Friday, July 28, 2006

Stage seven

With the kind cooperation of childcare providers, I made it to my all-day meeting in Modesto yesterday. It was a crisis communications conference sponsored by Stanislaus County. The speaker was Vincent Covello, who seems at first to be a classic East Coast BS-er (and I still think his stories about his wife must be fictional -- I hope so, for her sake) but turned out to have an awful lot of good information. The workshop was a very good experience for someone in my professional position.

One thing he said struck me and still turns my stomach to think about.

We were doing an exercise preparing for media questions during an influenza pandemic, "stage four." We were to assume conditions in hospitals and grocery stores not far off those that occurred after Hurricane Katrina -- except worldwide. Needless to say, this was pretty frightening.

He then said he spent last week in Beijing preparing a crisis plan for an influenza pandemic, "stage seven." He said, "You don't want to know what that means." Four people from the conference were hospitalized with panic attacks or nervous breakdowns.

These are real world leaders preparing for things they really think might happen. Rudy Giuliani hired Covello in 1995 to help the city of New York prepare for crises such as the bombing of major landmarks. Only six years later, he found a very good use his crisis plan.

I'm not an alarmist or an end-of-the-world freak or a conspiracy theorist. But I do believe that someday Jesus is coming back to set things straight in this world he made and saved. And before then, a whole lot of very scary things are supposed to happen. I don't automatically believe those who say that's coming anytime real soon. But on the other hand, it could be. Who are we to say?

It's easy, when you're trying to be prepared either personally or professionally, to get caught up in fear. How will I keep my children safe? How will we survive? How will we cope with images as scary as we've seen on CNN, only right in our own neighborhoods? How will we answer the questions of others? How will we deal with the questions in our own hearts?

Yesterday as the space between my ears started to buzz with this kind of panic, I remembered. I have a safe place. It's not a perfect place but it offers a promise that I believe. It's the gospel of Christ and the direction of inspired leaders. And if the going gets really rough down here, I don't think I'm going to be worrying about the concerns that seem so important to me in my day to day life. I'm going to want to be a lot more trusting and a lot more obedient.
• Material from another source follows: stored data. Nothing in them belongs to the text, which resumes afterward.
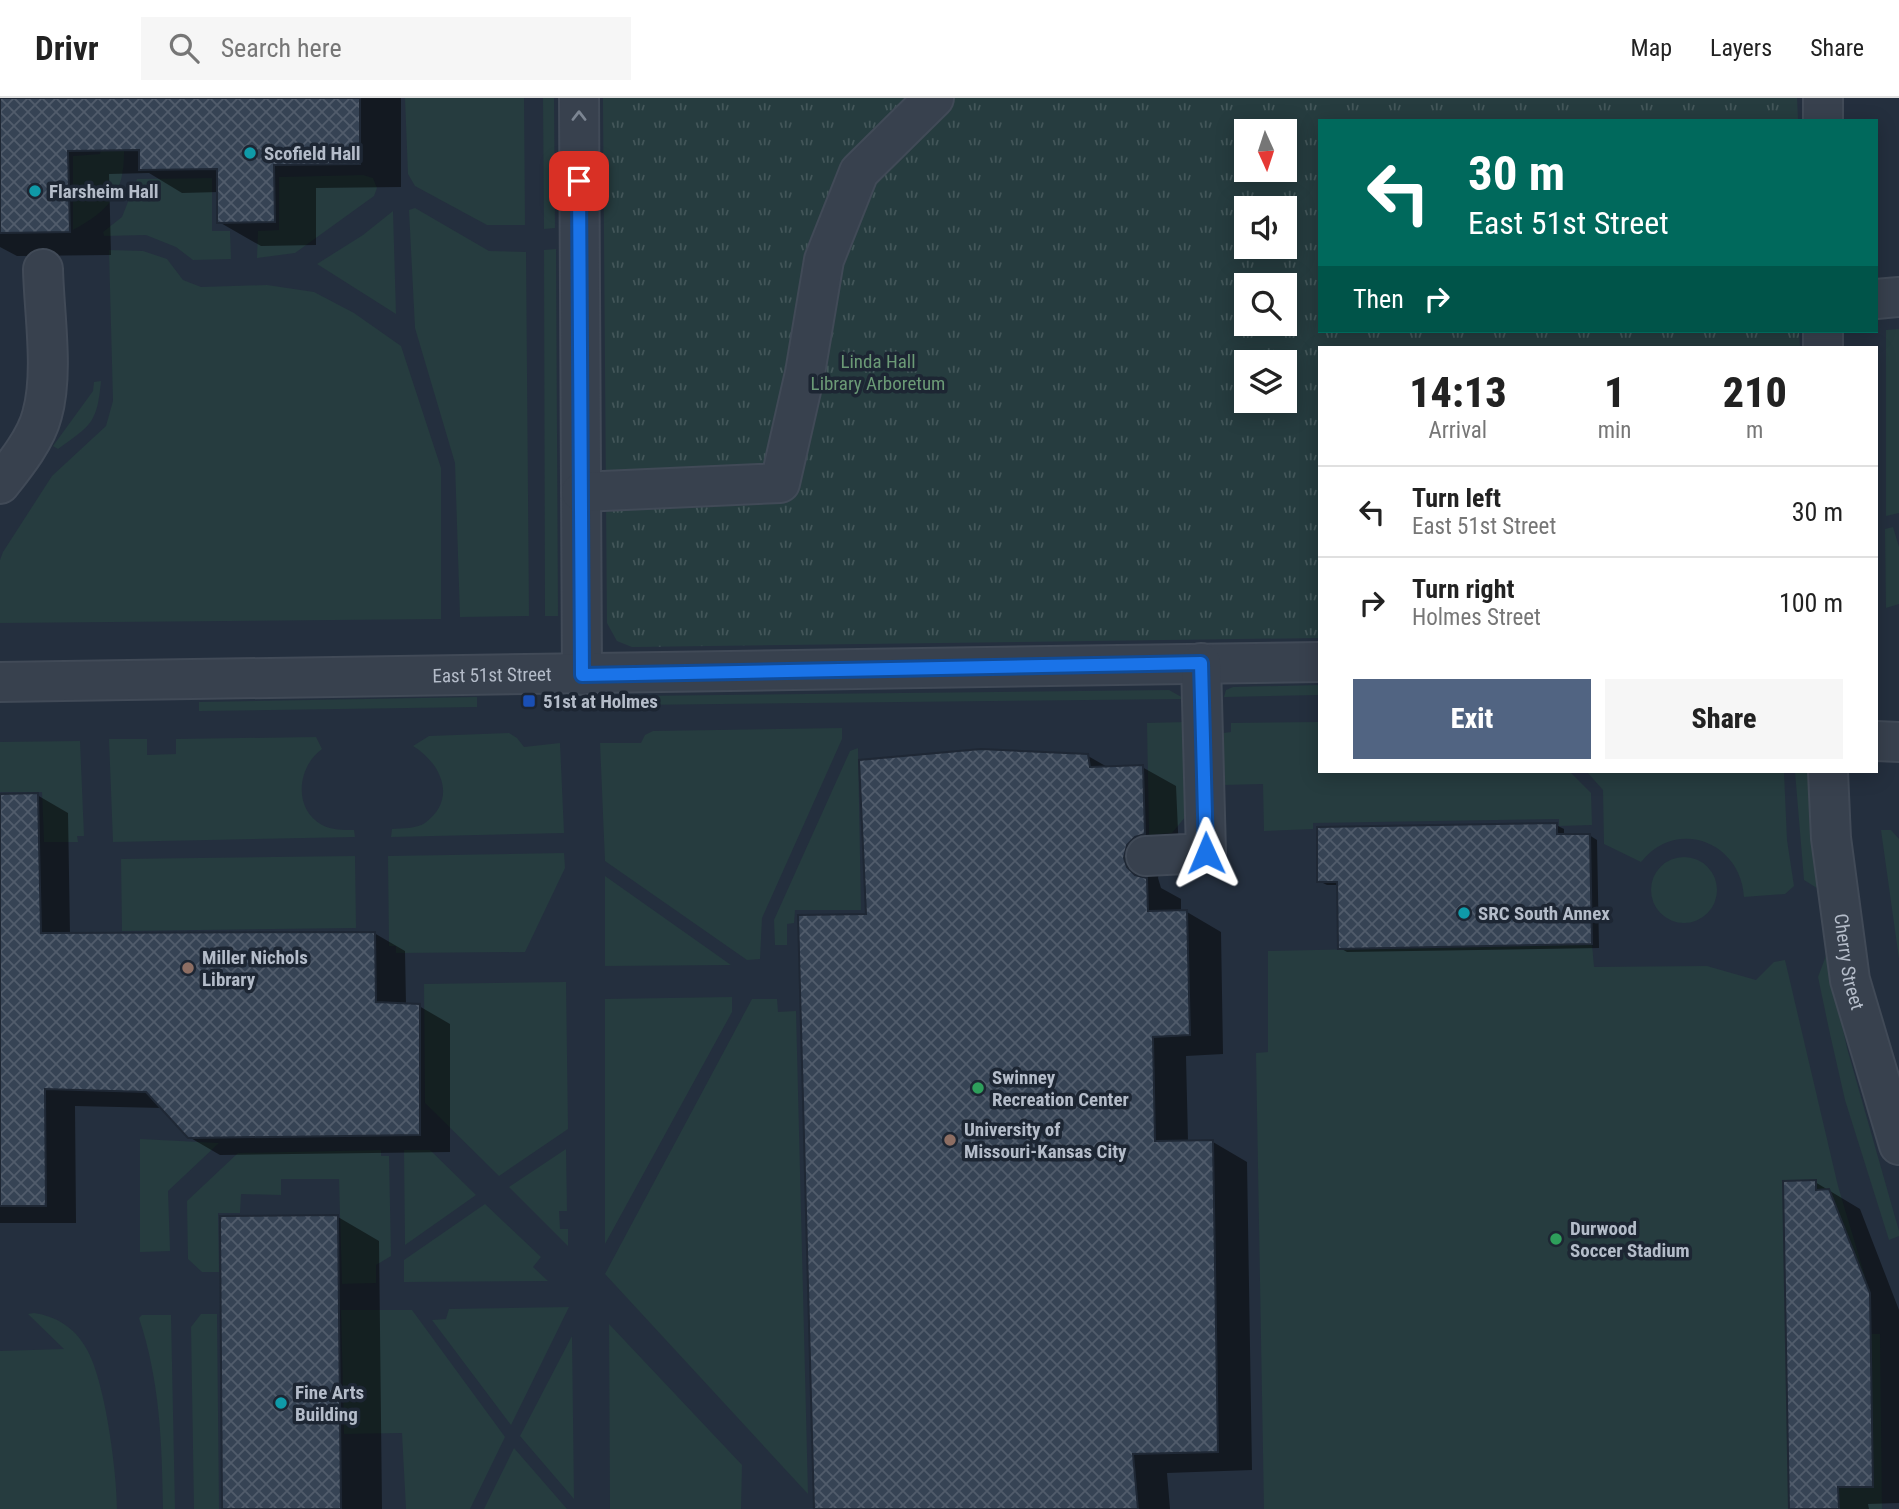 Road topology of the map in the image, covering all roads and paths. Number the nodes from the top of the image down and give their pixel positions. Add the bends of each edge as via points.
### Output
1 (579, 98) edge
2 (934, 98) edge
3 (1823, 98) edge
4 (1823, 119) edge
5 (43, 270) dead end
6 (1899, 297) edge
7 (1878, 299) edge
8 (0, 484) edge
9 (581, 492) junction
10 (1318, 662) edge
11 (1201, 663) junction
12 (582, 675) junction
13 (0, 682) edge
14 (1878, 741) edge
15 (1899, 742) edge
16 (1828, 773) edge
17 (1146, 856) dead end
18 (1899, 1145) edge

9 -> 1 street
2 - 9 street via 859,172 824,260 780,483
3 - 4 street
5 - 8 street via 47,386 42,417
6 - 7 street
9 - 12 street
10 - 11 street, East 51st Street
11 - 12 street, East 51st Street
11 - 17 street via 1206,853
12 - 13 street, East 51st Street
14 - 15 street
16 - 18 street, Cherry Street via 1831,838 1850,980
I should probably practice those things.

If we are prepared, we shall not fear.

3 comments:

SalGal said...

So... is it bad that I do the best I can to "be prepared" and bury my head in the sand the rest of the time? 'Cos I'm thinking I'd be one of those hospitalized panic attackers if it isn't.

I know I have the safe place, I just haven't mastered telling my brain to shut up so I can remember that.

Lisa M. said...

Okay, I am starting my bomb shelter tomorrow.

*grin*

I agree with salgal... I need to tell my brain to shut up.

I have all these panic-y feelings with a special needs child that requires $3000.00 worth of formula a month and can't eat anything .

I do have a safe place though, and I feel comfort when I ponder it.

You're a great gal.

S'mee said...

In our stake, Leaders are going from ward to ward with the familiar prophetic council, the same council that has rung out since 1933 or so: get out of debt, own your home outright as soon as possible, store a year's supply of food, water and fuel if possible, be self reliant.

The first thing on the list however is:

Live Righteously so that the Lord may bless you.

We sometimes forget that we need spiritual preparedness as much as we need the food in the pantry hold. There are many forms of calamity, physical and natural disasters are just on the forefront of our collective conscience.

Families such as Lisa'a cannot prepare fully and stock all that is necessary to sustain E. Who in New York City could store a full year of food? Most of our homes are inadequate when it comes to enough space.

That said everyone can prepare for Spiritual needs, which Lisa is a very good example of.

The Lord blesses our obedience and our willingness to continue the work of trying our best, if not our completion of the task at time of the test.

Be one with our inner boy scout! Be as prepared as we can be given our particulars. Encourage those around us to be as well. And lastly be as the widow women who shared her last meal with Elias; be immediate in our obediance and have faith and let the Lord fill our cruse with oil and our barrels with meal.